Since Majorca is a small island, visitors can enjoy all of its attractions including a choice of water parks, a safari park, stables for horse riding, a giant wooden maze which, when open at night, becomes a very scary experience as you never know when a ghost will leap out at you. The House of Katmandu with its interactive adventure and the Fantasia mini golf at Palma Nova are also very popular. While local buses offer a fairly good service, if you wish to explore the island fully, including its more remote parts, car hire is recommended.
Soller and Puerto Soller, on the west coast make a memorable excursion. Be sure to visit the Soller Botanical Gardens at Camp D'En Prohom, terraced gardens where many rare and endangered species are grown.
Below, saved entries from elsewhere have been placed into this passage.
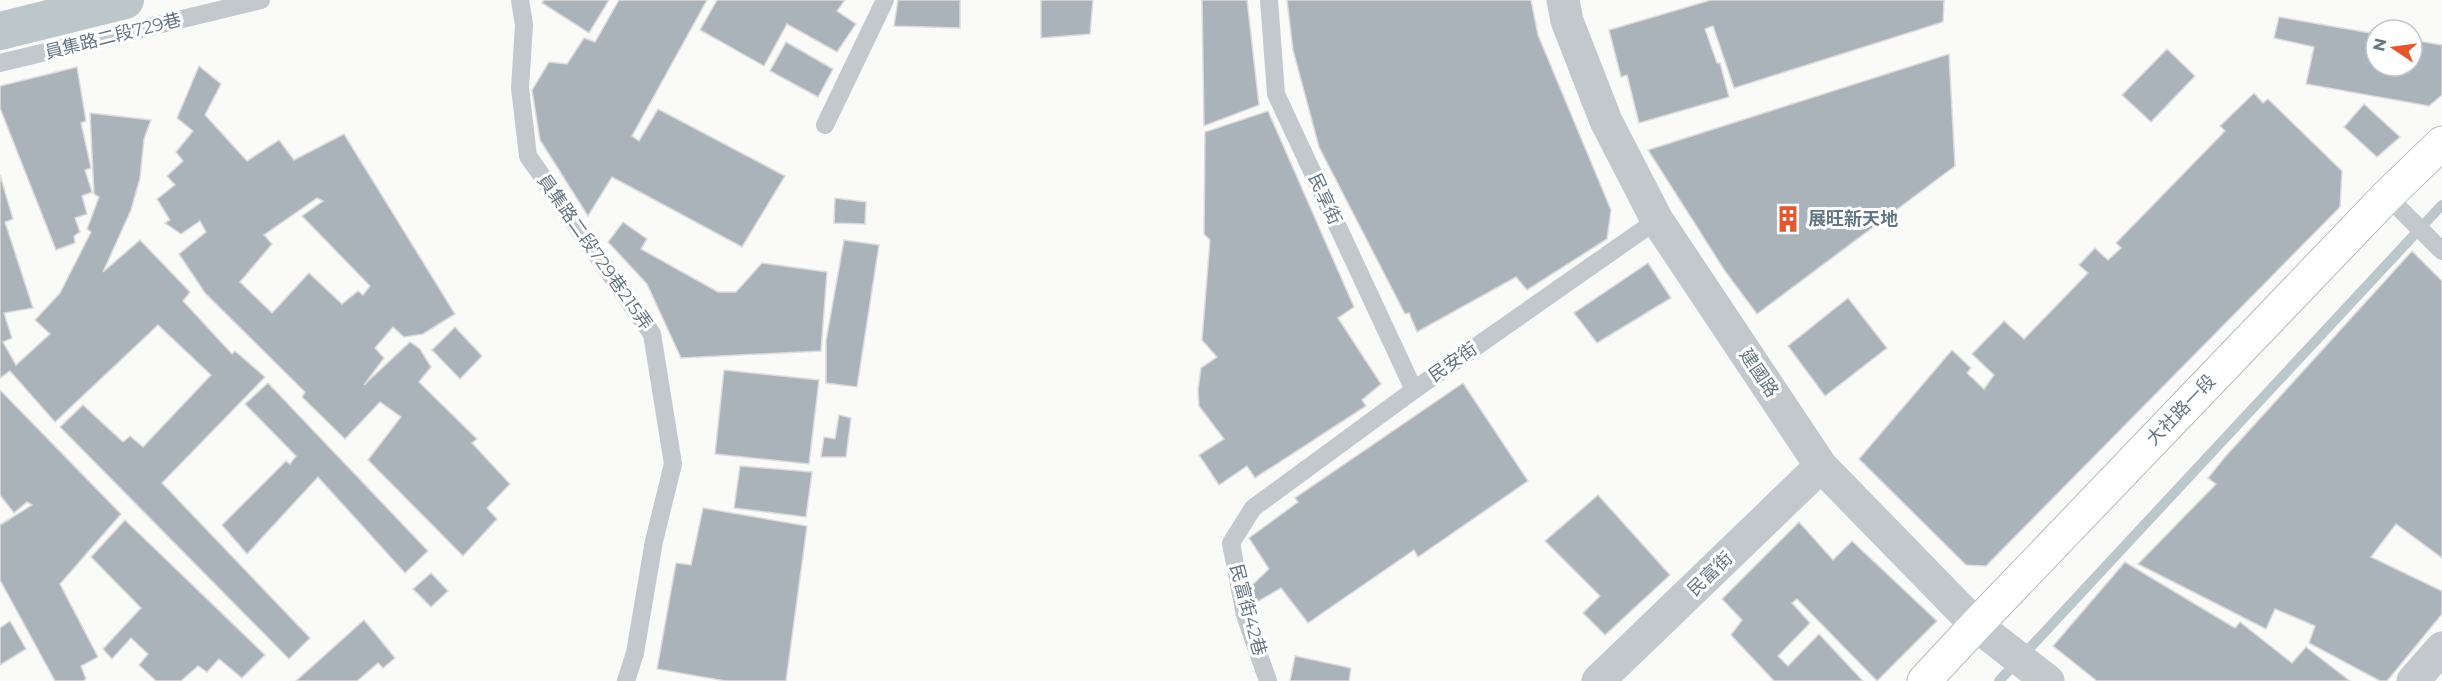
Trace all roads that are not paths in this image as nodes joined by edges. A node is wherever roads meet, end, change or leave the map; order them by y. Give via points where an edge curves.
1 (261, 0) edge
2 (520, 0) edge
3 (885, 0) edge
4 (1269, 0) edge
5 (1563, 0) edge
6 (0, 63) edge
7 (825, 125) dead end
8 (2442, 143) edge
9 (2387, 196) junction
10 (1657, 220) junction
11 (2442, 251) edge
12 (1413, 390) junction
13 (1821, 466) junction
14 (1253, 508) joint
15 (1976, 624) junction
16 (2442, 648) edge
17 (626, 681) edge
18 (1268, 681) edge
19 (1598, 681) edge
20 (1924, 681) edge
21 (2048, 681) edge
22 (2413, 681) edge

1 - 6 lane, 員集路二段729巷
2 - 17 lane, 員集路二段729巷215弄 via 524,25 520,88 528,156 652,334 673,464 654,541 635,654
3 - 7 lane
4 - 12 lane, 民享街 via 1276,94
5 - 10 street, 建國路 via 1567,21 1606,121
8 - 9 street, 大社路一段
9 - 11 lane
9 - 15 street, 大社路一段
10 - 12 lane, 民安街
10 - 13 street, 建國路
12 - 14 lane, 民安街
13 - 15 street, 建國路
13 - 19 street, 民富街
14 - 18 lane, 民富街42巷 via 1231,543 1245,615
15 - 20 street, 大社路一段
15 - 21 street, 建國路
16 - 22 street

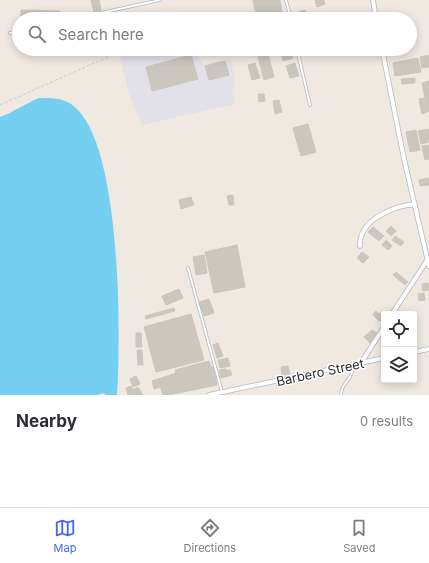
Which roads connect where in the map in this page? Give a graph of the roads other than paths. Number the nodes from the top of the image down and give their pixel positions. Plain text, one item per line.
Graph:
1 (160, 0) edge
2 (286, 0) edge
3 (373, 0) edge
4 (105, 12) edge
5 (289, 12) edge
6 (375, 12) edge
7 (299, 56) edge
8 (383, 56) edge
9 (310, 105) dead end
10 (414, 204) junction
11 (360, 246) dead end
12 (428, 258) edge
13 (429, 266) edge
14 (188, 268) dead end
15 (394, 311) edge
16 (381, 332) edge
17 (429, 349) edge
18 (417, 351) edge
19 (381, 359) edge
20 (361, 363) junction
21 (353, 364) junction
22 (222, 392) junction
23 (209, 395) edge
24 (341, 395) edge

1 - 4 lane
2 - 5 lane
3 - 6 street
7 - 9 lane
8 - 10 street
10 - 11 street
10 - 12 street
12 - 13 street
12 - 15 street
14 - 22 lane
16 - 20 street
17 - 18 street
19 - 20 street, Barbero Street
20 - 21 street, Barbero Street
21 - 22 street, Barbero Street
21 - 24 lane
22 - 23 street, Barbero Street

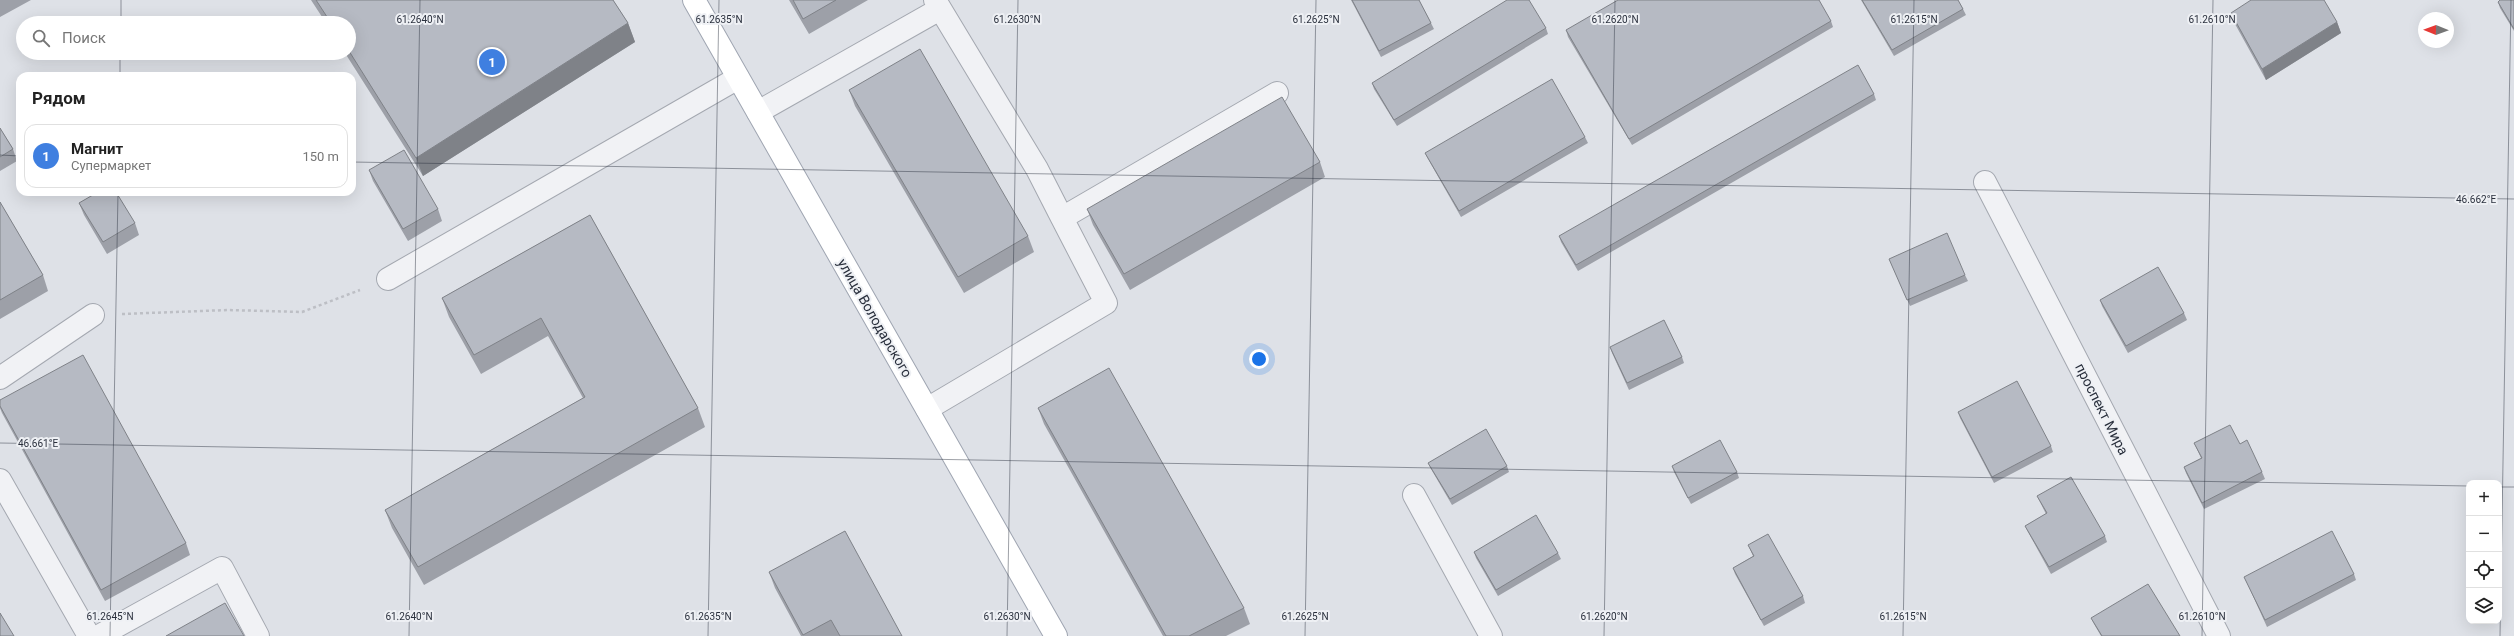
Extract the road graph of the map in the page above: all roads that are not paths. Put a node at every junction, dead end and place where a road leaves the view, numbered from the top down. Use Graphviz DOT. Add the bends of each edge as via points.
graph roads {
  1 [pos="694,0"];
  2 [pos="938,4"];
  3 [pos="738,78"];
  4 [pos="1277,93"];
  5 [pos="758,112"];
  6 [pos="1985,182"];
  7 [pos="1062,218"];
  8 [pos="388,279"];
  9 [pos="93,315"];
  10 [pos="0,378"];
  11 [pos="927,409"];
  12 [pos="0,480"];
  13 [pos="1414,495"];
  14 [pos="89,636"];
  15 [pos="98,636"];
  16 [pos="258,636"];
  17 [pos="1056,636"];
  18 [pos="1491,636"];
  19 [pos="2219,636"];
  1 -- 3 [label="main road, улица Володарского"];
  2 -- 5 [label="street"];
  2 -- 7 [label="street" via="1037,169"];
  3 -- 5 [label="main road, улица Володарского"];
  3 -- 8 [label="street"];
  4 -- 7 [label="street"];
  5 -- 11 [label="main road, улица Володарского"];
  6 -- 19 [label="street, проспект Мира"];
  7 -- 11 [label="street" via="1106,303"];
  9 -- 10 [label="street"];
  11 -- 17 [label="main road, улица Володарского"];
  12 -- 14 [label="street"];
  13 -- 18 [label="street"];
  15 -- 16 [label="street" via="222,568"];
}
Catch a ride on the old Soller train which runs through beautiful countryside from Soller to Palma.
The two water parks near Palma offer an exciting day out for adults and children alike. Aqualand has some terrifying vertical drops which certainly raise adrenalin levels. The Palma Aquarium, also close by, is on the top ten list of tourist attractions that appeal to all age groups. At Marineland you can see dolphin shows as well as a range of sea life.
The historic town of Palma with its impressive Gothic Cathedral, its fine buildings and museums, and its multitude of specialist stores and fashion boutiques, makes a welcome change from the beach, and most couples make time for a visit. It offers plenty of opportunities for buying your holiday gifts and souvenirs. The markets of the island have great appeal with the one in Felanitx said to be the best. Visitors may also wish to tour the pearl factory in Manacor where jewellery can be purchased. The east coast has the spectacular Caves of Drach and also the Caves of Ham. The caves are well worth seeing as the caverns and enormous stalactites and stalagmites are dramatically illuminated.
Majorca also has many pretty inland villages where the pace of life has remained unchanged for decades. One of most charming is Valldemosa, which is the highest on the island and certainly one of the most picturesque. Be sure to visit its thirteenth century monastery. Deia, framed by the Tramuntana Mountains, is another beautiful and traditional village that should not be missed.